# When do I start hitching up to things



## Endiku (Dec 6, 2010)

Bear in mind that my horse was a mini, not a draft- but I hitched up for the first time when she was 3 1/2. I started ground driving her at 2 1/2 (though I could have done that earlier, but we had other behavior problems to deal with). I ground drove MILES into her. We would do 15-20 minute sessions almost daily, all over the place. Over bridges, around cones, in good ground and bad ground, cement, dirt, in the woods, in open areas, in an arena...I wanted her 'been there done that' by the time I hooked her up. Of course, she wasn't hooked up team though. I hooked up to a tire for her first experience and did a few weeks of work with that. At the very beginning I ground drove her in an open bridle because thats all I had, but I advise in never, ever hooking to a cart without blinders.


----------



## nitapitalou (Jan 20, 2014)

So far I have been ground driving her in her pasture. I don't have an enclosed arena and I want to have her contained if for some reason she takes off. Usually getting 30+ minutes 4 times a week. I did take her out the other day around our property, though I quickly realized that I didn't have her "whoa" as good as I wanted. She has it really well on the lunge line and the lead rope, but I need to do more before I take her out and about again. I just got finished with another training round and she did very well with the halt. I would like to set up a coarse around our property, because she is getting very bored quickly with circles and laps around and around. However, I want her halt to be there 100% before I take her out again.


----------



## littrella (Aug 28, 2010)

if your not ready to leave the arena, but she seems to be getting boored, set up cones or barrels & make figure eight's or some other pattern around them.
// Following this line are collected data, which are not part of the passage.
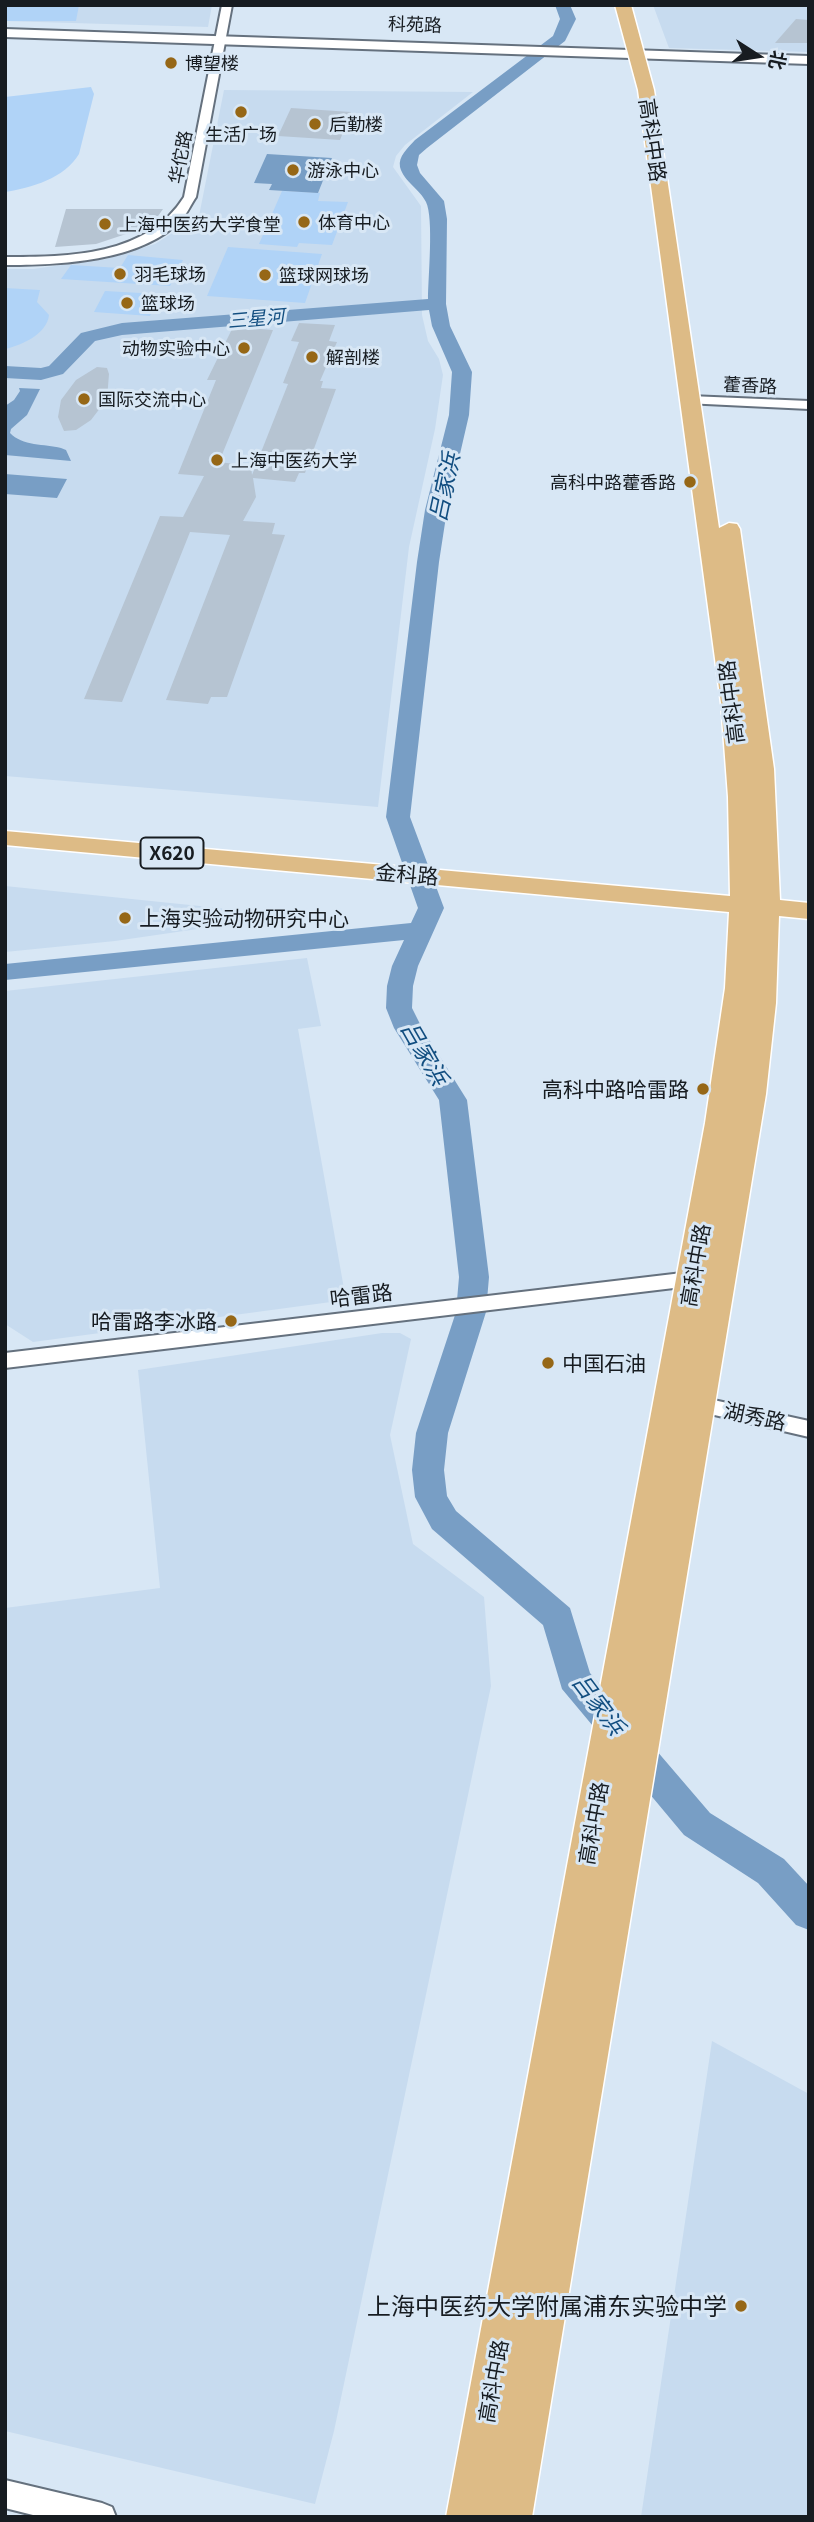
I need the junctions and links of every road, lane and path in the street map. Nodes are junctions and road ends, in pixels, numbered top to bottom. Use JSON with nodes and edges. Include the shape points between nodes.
{"nodes":[{"id":1,"x":221,"y":5,"type":"edge"},
{"id":2,"x":227,"y":5,"type":"edge"},
{"id":3,"x":624,"y":5,"type":"edge"},
{"id":4,"x":638,"y":5,"type":"edge"},
{"id":5,"x":5,"y":31,"type":"edge"},
{"id":6,"x":218,"y":37,"type":"junction"},
{"id":7,"x":645,"y":45,"type":"junction"},
{"id":8,"x":809,"y":60,"type":"edge"},
{"id":9,"x":5,"y":259,"type":"edge"},
{"id":10,"x":699,"y":400,"type":"junction"},
{"id":11,"x":809,"y":405,"type":"edge"},
{"id":12,"x":5,"y":821,"type":"edge"},
{"id":13,"x":5,"y":838,"type":"edge"},
{"id":14,"x":337,"y":859,"type":"junction"},
{"id":15,"x":809,"y":891,"type":"edge"},
{"id":16,"x":754,"y":896,"type":"junction"},
{"id":17,"x":809,"y":911,"type":"edge"},
{"id":18,"x":707,"y":1278,"type":"junction"},
{"id":19,"x":5,"y":1361,"type":"edge"},
{"id":20,"x":700,"y":1405,"type":"junction"},
{"id":21,"x":809,"y":1429,"type":"edge"},
{"id":22,"x":5,"y":2494,"type":"edge"},
{"id":23,"x":102,"y":2517,"type":"edge"},
{"id":24,"x":468,"y":2517,"type":"edge"},
{"id":25,"x":510,"y":2517,"type":"edge"}],
"edges":[{"from":1,"to":6,"type":"street","name":"华佗路"},
{"from":2,"to":6,"type":"street","name":"华佗路"},
{"from":3,"to":7,"type":"main road","name":"高科中路"},
{"from":4,"to":7,"type":"main road","name":"高科中路"},
{"from":5,"to":6,"type":"street","name":"科苑路"},
{"from":6,"to":7,"type":"street","name":"科苑路","via":[[557,50]]},
{"from":6,"to":9,"type":"street","name":"华佗路","via":[[190,197],[181,214],[152,235],[116,249],[58,260]]},
{"from":7,"to":8,"type":"street","name":"科苑路"},
{"from":7,"to":10,"type":"main road","name":"高科中路"},
{"from":10,"to":11,"type":"street","name":"藿香路"},
{"from":10,"to":16,"type":"main road","name":"高科中路","via":[[755,704],[762,769]]},
{"from":12,"to":14,"type":"main road","name":"金科路","number":"X620"},
{"from":13,"to":14,"type":"main road","name":"金科路","number":"X620"},
{"from":14,"to":16,"type":"main road","name":"金科路","number":"X620"},
{"from":15,"to":16,"type":"main road","name":"金科路","number":"X620"},
{"from":16,"to":17,"type":"main road","name":"金科路","number":"X620"},
{"from":16,"to":18,"type":"main road","name":"高科中路","via":[[766,956],[755,1068]]},
{"from":18,"to":19,"type":"street","name":"哈雷路"},
{"from":18,"to":20,"type":"main road","name":"高科中路"},
{"from":18,"to":24,"type":"main road","name":"高科中路","via":[[627,1639]]},
{"from":20,"to":21,"type":"street","name":"湖秀路"},
{"from":20,"to":25,"type":"main road","name":"高科中路"},
{"from":22,"to":23,"type":"street"}]}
Lay a sheet of plywood out to simulate a bridge for her to cross. Heck, I had my kid ride his bike around the pasture while I was ground driving!


----------



## greentree (Feb 27, 2013)

We move according to the horse. Gavotte was long lined for about a month, 3 days a week, then we hooked a pair of ATV(small) tires to the traces, and when she was comfotable with them on all surfaces, maybe 4 times, we hooked her to the drag, which was not much more than a sturdy pallet, because it was fairly rotted. One day we let her drag that, then 2 days later we put a 5 year old on an upside down plant bucket, then Mike on the bucket, then me. Then the next week we hitched her to my marathon carriage, in the cutting pen first, then the next day Mike drove her out into his field, around round bales, cones, everything. 

More time drilling is not neccessarily better, just more boring. When the horse masters the lesson, move on. Let them make mistakes, get traces around their legs, twist and untwist, so they learn not to panic. 
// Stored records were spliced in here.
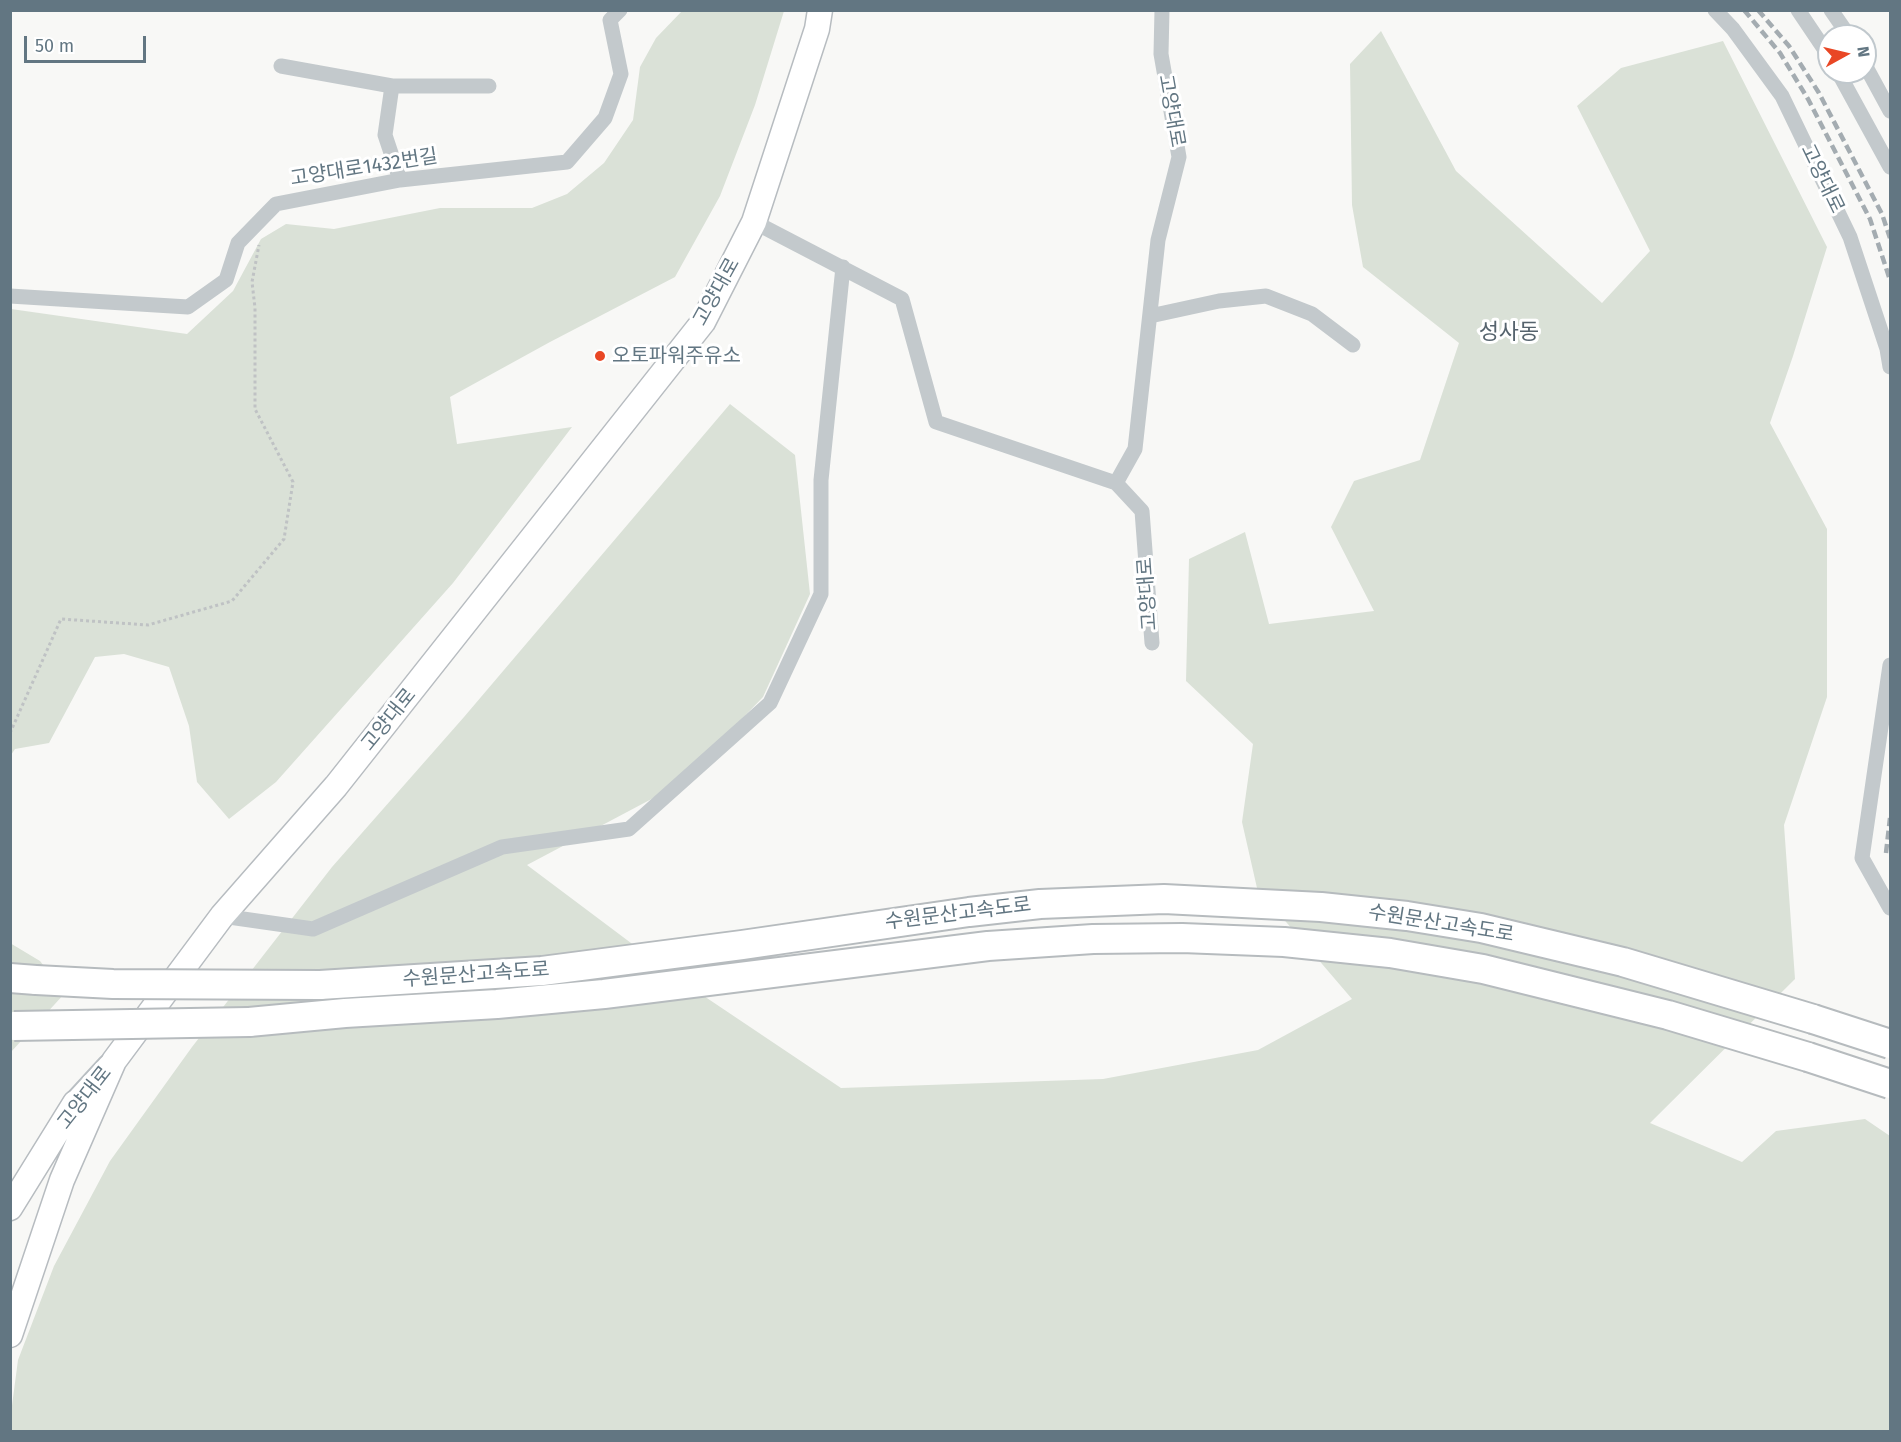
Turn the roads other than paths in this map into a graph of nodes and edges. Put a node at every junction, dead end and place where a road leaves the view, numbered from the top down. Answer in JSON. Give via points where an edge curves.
{"nodes":[{"id":1,"x":620,"y":10,"type":"edge"},
{"id":2,"x":820,"y":10,"type":"edge"},
{"id":3,"x":1162,"y":10,"type":"edge"},
{"id":4,"x":1715,"y":10,"type":"edge"},
{"id":5,"x":1798,"y":10,"type":"edge"},
{"id":6,"x":1831,"y":10,"type":"edge"},
{"id":7,"x":1841,"y":24,"type":"edge"},
{"id":8,"x":1817,"y":38,"type":"edge"},
{"id":9,"x":281,"y":66,"type":"dead end"},
{"id":10,"x":1845,"y":84,"type":"edge"},
{"id":11,"x":1875,"y":84,"type":"edge"},
{"id":12,"x":392,"y":86,"type":"junction"},
{"id":13,"x":489,"y":86,"type":"dead end"},
{"id":14,"x":1890,"y":111,"type":"edge"},
{"id":15,"x":1890,"y":118,"type":"edge"},
{"id":16,"x":1866,"y":122,"type":"junction"},
{"id":17,"x":1890,"y":168,"type":"edge"},
{"id":18,"x":400,"y":180,"type":"junction"},
{"id":19,"x":754,"y":222,"type":"junction"},
{"id":20,"x":843,"y":267,"type":"junction"},
{"id":21,"x":10,"y":297,"type":"edge"},
{"id":22,"x":1150,"y":316,"type":"junction"},
{"id":23,"x":1353,"y":345,"type":"dead end"},
{"id":24,"x":1890,"y":367,"type":"edge"},
{"id":25,"x":1116,"y":483,"type":"junction"},
{"id":26,"x":1152,"y":643,"type":"dead end"},
{"id":27,"x":1890,"y":665,"type":"edge"},
{"id":28,"x":1890,"y":908,"type":"edge"},
{"id":29,"x":222,"y":916,"type":"junction"},
{"id":30,"x":23,"y":979,"type":"edge"},
{"id":31,"x":12,"y":1026,"type":"edge"},
{"id":32,"x":1890,"y":1044,"type":"edge"},
{"id":33,"x":114,"y":1061,"type":"junction"},
{"id":34,"x":1890,"y":1083,"type":"edge"},
{"id":35,"x":75,"y":1103,"type":"junction"},
{"id":36,"x":10,"y":1182,"type":"edge"},
{"id":37,"x":10,"y":1208,"type":"edge"},
{"id":38,"x":10,"y":1335,"type":"edge"}],
"edges":[{"from":1,"to":18,"type":"street","name":"고양대로1432번길","via":[[610,20],[621,74],[605,118],[567,162]]},
{"from":2,"to":19,"type":"main road","name":"고양대로"},
{"from":3,"to":22,"type":"street","name":"고양대로","via":[[1161,54],[1179,157],[1158,240]]},
{"from":4,"to":24,"type":"street","name":"고양대로","via":[[1782,96],[1850,237]]},
{"from":5,"to":8,"type":"street"},
{"from":6,"to":7,"type":"street"},
{"from":9,"to":12,"type":"street"},
{"from":10,"to":16,"type":"street"},
{"from":11,"to":14,"type":"street"},
{"from":12,"to":13,"type":"street"},
{"from":12,"to":18,"type":"street","via":[[385,135]]},
{"from":15,"to":16,"type":"street"},
{"from":16,"to":17,"type":"street"},
{"from":18,"to":21,"type":"street","name":"고양대로1432번길","via":[[276,204],[238,243],[226,280],[188,307]]},
{"from":19,"to":20,"type":"street","name":"고양대로"},
{"from":19,"to":29,"type":"main road","name":"고양대로","via":[[703,322],[336,786]]},
{"from":20,"to":25,"type":"street","name":"고양대로","via":[[902,299],[936,422]]},
{"from":20,"to":29,"type":"street","via":[[821,480],[821,594],[770,703],[629,829],[502,847],[313,928]]},
{"from":22,"to":23,"type":"street","via":[[1219,301],[1266,296],[1312,314]]},
{"from":22,"to":25,"type":"street","name":"고양대로","via":[[1135,449]]},
{"from":25,"to":26,"type":"street","name":"고양대로","via":[[1142,512]]},
{"from":27,"to":28,"type":"street","via":[[1862,858]]},
{"from":29,"to":33,"type":"main road","name":"고양대로"},
{"from":30,"to":32,"type":"highway","name":"수원문산고속도로","bridge":true,"via":[[113,984],[320,985],[542,971],[969,912],[1040,904],[1164,899],[1321,907],[1407,915],[1481,928],[1623,962]]},
{"from":31,"to":34,"type":"highway","name":"수원문산고속도로","bridge":true,"via":[[249,1022],[497,1004],[988,946],[1182,938],[1284,942],[1390,953],[1483,969],[1668,1015]]},
{"from":33,"to":35,"type":"main road","name":"고양대로"},
{"from":33,"to":38,"type":"main road","via":[[62,1180]]},
{"from":35,"to":36,"type":"main road"},
{"from":35,"to":37,"type":"main road","name":"고양대로"}]}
Everytime I hooked up to something, the first thing I did was let the horse take ONE step, then stop, so they learn that WHOA makes everything better, and I can fix it, instead of turning it into a panic or bolt. Draft people train them the opposite of my light horses. They hook to something heavy first, and with the light horses, we always work our way up in weight.

Nancy


----------



## nitapitalou (Jan 20, 2014)

She is doing really well, but I can tell that toward the end of the driving part she is getting a little bored, not bad though. Today I ran longer than I usually do, so that might have been part of it. Forgot to take a way to tell time with me. We've been all over her pasture, circling, serpentines, around the tire she will be dragging and going over poles, but I think it may partially be because we are in her pasture. She is out in it all the time and here I am keeping her in it. Because she is still growing, I didn't want to start with something heavy, so am going slowly with things, not asking for too much. I hope to have something set up in another month or so to take her through on the property, to make it more entertaining and challenging. I prefer the idea of working up in weight so I don't strain or injure her in some way by asking too much. I don't think it would be all that long before she is mentally ready, but I don't want to strain growing things. Plus, I need to finish the stone boat, which is what I want her to move to from the tire. 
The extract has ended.